The Real Thing is Tom Stoppard’s most personal play. While disavowing its literal truth, the playwright allows, “I don’t know if it’s autobiographical, but it’s certainly a lot of auto-something.” Similarities abound between Stoppard and his protagonist Henry: both are celebrated, middle-aged playwrights renowned for their dramatizations of intellect over emotion; both are fierce defenders of eloquence and language; and both love pop music, in all its seeming triviality.
Stoppard allows these comparisons with certain caveats: “Because The Real Thing has an English playwright editorializing about writing and love and marriage and all that, it was perfectly obvious that when he was waving his prejudices around, he was pretty much speaking for me. But then so are the people [in the play] who contradict him. That’s what playmaking is; you have to take everybody’s side.”

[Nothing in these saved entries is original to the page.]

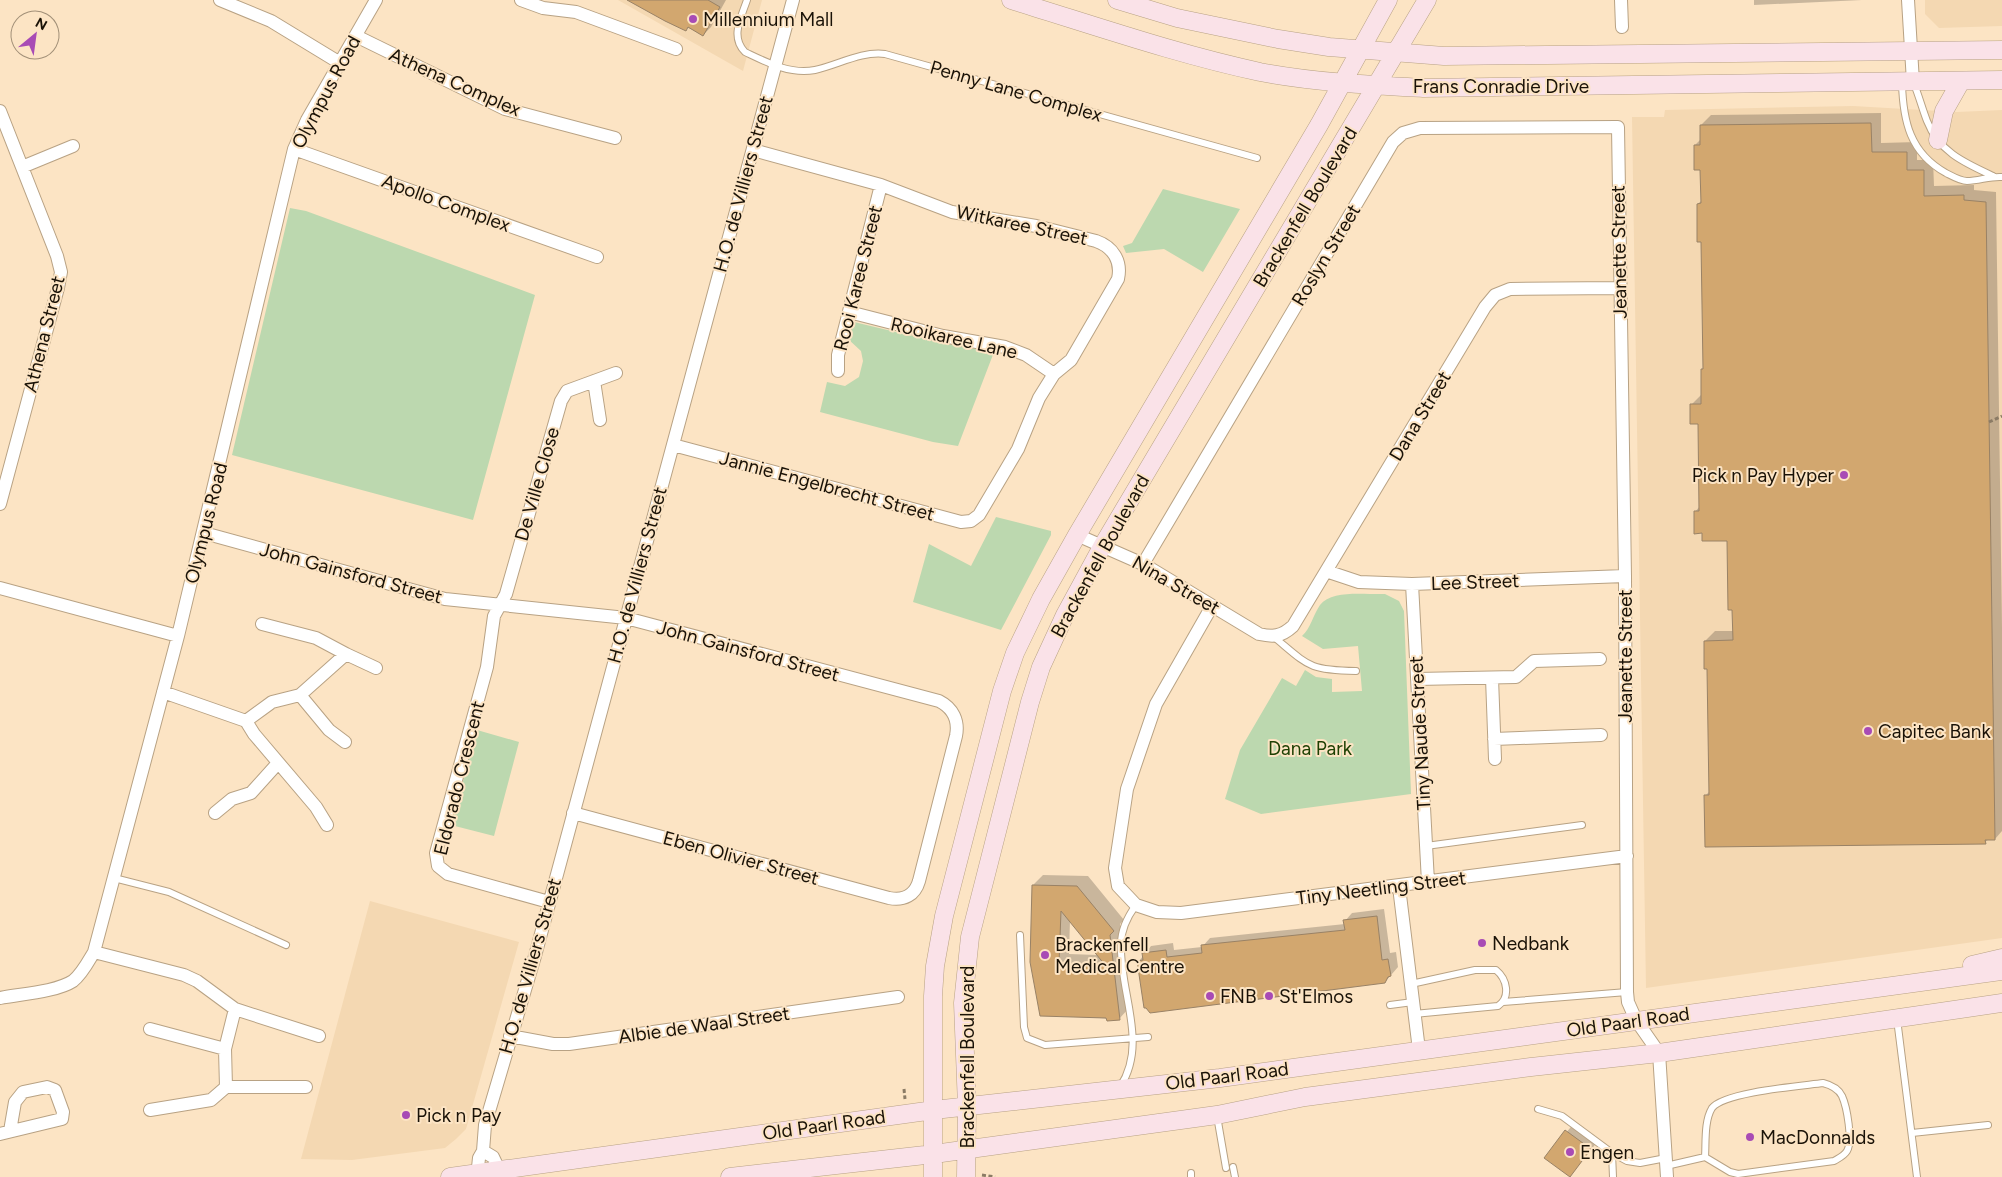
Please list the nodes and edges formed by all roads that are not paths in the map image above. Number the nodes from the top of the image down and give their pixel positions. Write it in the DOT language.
graph roads {
  1 [pos="220,0"];
  2 [pos="376,0"];
  3 [pos="521,0"];
  4 [pos="747,0"];
  5 [pos="793,0"];
  6 [pos="1011,0"];
  7 [pos="1116,0"];
  8 [pos="1388,0"];
  9 [pos="1427,0"];
  10 [pos="1621,0"];
  11 [pos="1908,0"];
  12 [pos="1622,27"];
  13 [pos="356,36"];
  14 [pos="676,49"];
  15 [pos="1361,49"];
  16 [pos="2002,50"];
  17 [pos="1911,51"];
  18 [pos="1396,52"];
  19 [pos="340,63"];
  20 [pos="775,65"];
  21 [pos="2002,80"];
  22 [pos="1961,81"];
  23 [pos="1343,82"];
  24 [pos="1908,82"];
  25 [pos="1377,85"];
  26 [pos="0,111"];
  27 [pos="1618,126"];
  28 [pos="615,138"];
  29 [pos="1938,140"];
  30 [pos="73,146"];
  31 [pos="294,149"];
  32 [pos="752,150"];
  33 [pos="1257,158"];
  34 [pos="22,167"];
  35 [pos="1993,176"];
  36 [pos="2002,177"];
  37 [pos="882,185"];
  38 [pos="597,257"];
  39 [pos="1620,288"];
  40 [pos="849,312"];
  41 [pos="838,371"];
  42 [pos="616,374"];
  43 [pos="1054,374"];
  44 [pos="594,381"];
  45 [pos="600,420"];
  46 [pos="673,445"];
  47 [pos="5,461"];
  48 [pos="0,504"];
  49 [pos="979,514"];
  50 [pos="204,533"];
  51 [pos="1077,535"];
  52 [pos="1103,545"];
  53 [pos="1142,564"];
  54 [pos="1326,571"];
  55 [pos="1625,576"];
  56 [pos="1412,584"];
  57 [pos="0,588"];
  58 [pos="500,605"];
  59 [pos="1212,606"];
  60 [pos="626,618"];
  61 [pos="262,624"];
  62 [pos="178,636"];
  63 [pos="1274,637"];
  64 [pos="346,654"];
  65 [pos="1600,659"];
  66 [pos="376,668"];
  67 [pos="1356,671"];
  68 [pos="1492,678"];
  69 [pos="1417,680"];
  70 [pos="163,692"];
  71 [pos="300,694"];
  72 [pos="246,721"];
  73 [pos="1601,735"];
  74 [pos="1494,739"];
  75 [pos="345,742"];
  76 [pos="1495,759"];
  77 [pos="278,763"];
  78 [pos="216,813"];
  79 [pos="573,813"];
  80 [pos="327,825"];
  81 [pos="1582,825"];
  82 [pos="1426,846"];
  83 [pos="1627,856"];
  84 [pos="114,878"];
  85 [pos="1428,882"];
  86 [pos="1399,887"];
  87 [pos="909,896"];
  88 [pos="549,902"];
  89 [pos="1136,905"];
  90 [pos="1020,935"];
  91 [pos="286,945"];
  92 [pos="94,952"];
  93 [pos="2002,958"];
  94 [pos="2002,971"];
  95 [pos="1932,981"];
  96 [pos="1411,984"];
  97 [pos="1627,992"];
  98 [pos="898,997"];
  99 [pos="0,998"];
  100 [pos="1503,1002"];
  101 [pos="2002,1003"];
  102 [pos="1390,1005"];
  103 [pos="1414,1008"];
  104 [pos="235,1009"];
  105 [pos="1897,1017"];
  106 [pos="1636,1020"];
  107 [pos="150,1030"];
  108 [pos="319,1036"];
  109 [pos="510,1036"];
  110 [pos="1148,1037"];
  111 [pos="1133,1039"];
  112 [pos="225,1049"];
  113 [pos="1419,1050"];
  114 [pos="1659,1053"];
  115 [pos="226,1086"];
  116 [pos="306,1087"];
  117 [pos="1118,1089"];
  118 [pos="967,1106"];
  119 [pos="1538,1109"];
  120 [pos="150,1110"];
  121 [pos="934,1110"];
  122 [pos="1217,1115"];
  123 [pos="1988,1125"];
  124 [pos="5,1133"];
  125 [pos="1912,1134"];
  126 [pos="967,1149"];
  127 [pos="483,1150"];
  128 [pos="1612,1153"];
  129 [pos="934,1154"];
  130 [pos="1705,1157"];
  131 [pos="1666,1167"];
  132 [pos="502,1174"];
  133 [pos="477,1175"];
  134 [pos="974,1176"];
  135 [pos="450,1177"];
  136 [pos="730,1177"];
  137 [pos="933,1177"];
  138 [pos="1234,1177"];
  139 [pos="1613,1177"];
  140 [pos="1917,1177"];
  1 -- 19 [label="street"];
  2 -- 13 [label="street, Olympus Road"];
  3 -- 14 [label="street"];
  4 -- 20 [label="lane, Penny Lane Complex"];
  5 -- 20 [label="street, H.O. de Villiers Street"];
  6 -- 23 [label="street, Frans Conradie Drive"];
  7 -- 15 [label="street, Frans Conradie Drive"];
  8 -- 15 [label="street, Brackenfell Boulevard"];
  9 -- 18 [label="street, Brackenfell Boulevard"];
  10 -- 12 [label="street"];
  11 -- 17 [label="street"];
  13 -- 19 [label="street, Olympus Road"];
  13 -- 28 [label="street, Athena Complex"];
  15 -- 18 [label="street, Frans Conradie Drive"];
  15 -- 23 [label="street, Brackenfell Boulevard"];
  16 -- 17 [label="street, Frans Conradie Drive"];
  17 -- 18 [label="street, Frans Conradie Drive"];
  17 -- 24 [label="street"];
  18 -- 25 [label="street, Brackenfell Boulevard"];
  19 -- 31 [label="street, Olympus Road"];
  20 -- 32 [label="street, H.O. de Villiers Street"];
  20 -- 33 [label="lane, Penny Lane Complex"];
  21 -- 22 [label="street, Frans Conradie Drive"];
  22 -- 24 [label="street, Frans Conradie Drive"];
  22 -- 29 [label="street"];
  23 -- 25 [label="street, Frans Conradie Drive"];
  23 -- 51 [label="street, Brackenfell Boulevard"];
  24 -- 25 [label="street, Frans Conradie Drive"];
  24 -- 29 [label="lane"];
  24 -- 35 [label="lane"];
  25 -- 52 [label="street, Brackenfell Boulevard"];
  26 -- 34 [label="street, Athena Street"];
  27 -- 39 [label="street, Jeanette Street"];
  27 -- 53 [label="street, Roslyn Street"];
  29 -- 35 [label="lane"];
  30 -- 34 [label="street"];
  31 -- 38 [label="street, Apollo Complex"];
  31 -- 50 [label="street, Olympus Road"];
  32 -- 37 [label="street, Witkaree Street"];
  32 -- 46 [label="street, H.O. de Villiers Street"];
  34 -- 47 [label="street, Athena Street"];
  35 -- 36 [label="lane"];
  37 -- 40 [label="street, Rooi Karee Street"];
  37 -- 43 [label="street, Witkaree Street"];
  39 -- 54 [label="street, Dana Street"];
  39 -- 55 [label="street, Jeanette Street"];
  40 -- 41 [label="street, Rooi Karee Street"];
  40 -- 43 [label="street, Rooikaree Lane"];
  42 -- 44 [label="street, De Ville Close"];
  43 -- 49 [label="street, Witkaree Street"];
  44 -- 45 [label="street"];
  44 -- 58 [label="street, De Ville Close"];
  46 -- 49 [label="street, Jannie Engelbrecht Street"];
  46 -- 60 [label="street, H.O. de Villiers Street"];
  47 -- 48 [label="street, Athena Street"];
  50 -- 58 [label="street, John Gainsford Street"];
  50 -- 62 [label="street, Olympus Road"];
  51 -- 52 [label="street, Nina Street"];
  51 -- 121 [label="street, Brackenfell Boulevard"];
  52 -- 53 [label="street, Nina Street"];
  52 -- 118 [label="street, Brackenfell Boulevard"];
  53 -- 59 [label="street, Nina Street"];
  54 -- 56 [label="street, Lee Street"];
  54 -- 63 [label="street, Dana Street"];
  55 -- 56 [label="street, Lee Street"];
  55 -- 83 [label="street, Jeanette Street"];
  56 -- 69 [label="street, Tiny Naude Street"];
  57 -- 62 [label="street"];
  58 -- 60 [label="street, John Gainsford Street"];
  58 -- 88 [label="street, Eldorado Crescent"];
  59 -- 63 [label="street, Nina Street"];
  59 -- 89 [label="street"];
  60 -- 79 [label="street, H.O. de Villiers Street"];
  60 -- 87 [label="street, John Gainsford Street"];
  61 -- 64 [label="street"];
  62 -- 70 [label="street, Olympus Road"];
  63 -- 67 [label="lane"];
  64 -- 66 [label="street"];
  64 -- 71 [label="street"];
  65 -- 68 [label="street"];
  68 -- 69 [label="street"];
  68 -- 74 [label="street"];
  69 -- 82 [label="street, Tiny Naude Street"];
  70 -- 72 [label="street"];
  70 -- 84 [label="street, Olympus Road"];
  71 -- 72 [label="street"];
  71 -- 75 [label="street"];
  72 -- 77 [label="street"];
  73 -- 74 [label="street"];
  74 -- 76 [label="street"];
  77 -- 78 [label="street"];
  77 -- 80 [label="street"];
  79 -- 87 [label="street, Eben Olivier Street"];
  79 -- 88 [label="street, H.O. de Villiers Street"];
  81 -- 82 [label="lane"];
  82 -- 85 [label="street, Tiny Naude Street"];
  83 -- 85 [label="street, Tiny Neetling Street"];
  83 -- 97 [label="street, Jeanette Street"];
  84 -- 91 [label="lane"];
  84 -- 92 [label="street, Olympus Road"];
  85 -- 86 [label="street, Tiny Neetling Street"];
  86 -- 89 [label="street, Tiny Neetling Street"];
  86 -- 96 [label="street"];
  88 -- 109 [label="street, H.O. de Villiers Street"];
  89 -- 111 [label="lane"];
  90 -- 111 [label="lane"];
  92 -- 99 [label="street, Olympus Road"];
  92 -- 104 [label="street"];
  93 -- 95 [label="street"];
  94 -- 95 [label="street, Old Paarl Road"];
  95 -- 106 [label="street, Old Paarl Road"];
  96 -- 100 [label="lane"];
  96 -- 103 [label="street"];
  97 -- 100 [label="lane"];
  97 -- 106 [label="street, Jeanette Street"];
  98 -- 109 [label="street, Albie de Waal Street"];
  100 -- 103 [label="lane"];
  101 -- 105 [label="street, Old Paarl Road"];
  102 -- 103 [label="lane"];
  103 -- 113 [label="street"];
  104 -- 108 [label="street"];
  104 -- 112 [label="street"];
  105 -- 114 [label="street, Old Paarl Road"];
  105 -- 125 [label="lane"];
  106 -- 113 [label="street, Old Paarl Road"];
  106 -- 114 [label="street, Jeanette Street"];
  107 -- 112 [label="street"];
  109 -- 127 [label="street, H.O. de Villiers Street"];
  110 -- 111 [label="lane"];
  111 -- 117 [label="lane"];
  112 -- 115 [label="street"];
  113 -- 117 [label="street, Old Paarl Road"];
  114 -- 122 [label="street, Old Paarl Road"];
  114 -- 131 [label="street"];
  115 -- 116 [label="street"];
  115 -- 120 [label="street"];
  117 -- 118 [label="street, Old Paarl Road"];
  118 -- 121 [label="street, Old Paarl Road"];
  118 -- 126 [label="street, Brackenfell Boulevard"];
  119 -- 128 [label="lane"];
  121 -- 129 [label="street, Brackenfell Boulevard"];
  121 -- 132 [label="street, Old Paarl Road"];
  122 -- 126 [label="street, Old Paarl Road"];
  122 -- 138 [label="lane"];
  123 -- 125 [label="lane"];
  124 -- 124 [label="street"];
  125 -- 140 [label="lane"];
  126 -- 129 [label="street, Old Paarl Road"];
  126 -- 134 [label="street, Brackenfell Boulevard"];
  127 -- 132 [label="street"];
  127 -- 133 [label="street, H.O. de Villiers Street"];
  128 -- 131 [label="lane"];
  128 -- 139 [label="lane"];
  129 -- 136 [label="street, Old Paarl Road"];
  129 -- 137 [label="street, Brackenfell Boulevard"];
  130 -- 130 [label="lane"];
  130 -- 131 [label="lane"];
  132 -- 133 [label="street, Old Paarl Road"];
  133 -- 135 [label="street, Old Paarl Road"];
}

Where previously Stoppard’s work investigated multiple perspectives on a subject through formal inventiveness, The Real Thing marked his first foray into realism. Where Stoppard’s earlier plays tackled such cerebral topics as metaphysics and existentialism, The Real Thing applies his signature linguistic rigor and structural dexterity to the wily subject of love.
Stoppard greets this challenge with typical droll self-awareness; Henry remarks, while in the throes of writer’s block, “Loving and being loved is unliterary.” But where Henry struggles to dramatize love in all its complexities, Stoppard thrives, manipulating our perception of reality and blurring the lines between conviction and convenience, artifice and truth, to illustrate love’s inherent mix of agony, joy, confusion, and exhilaration.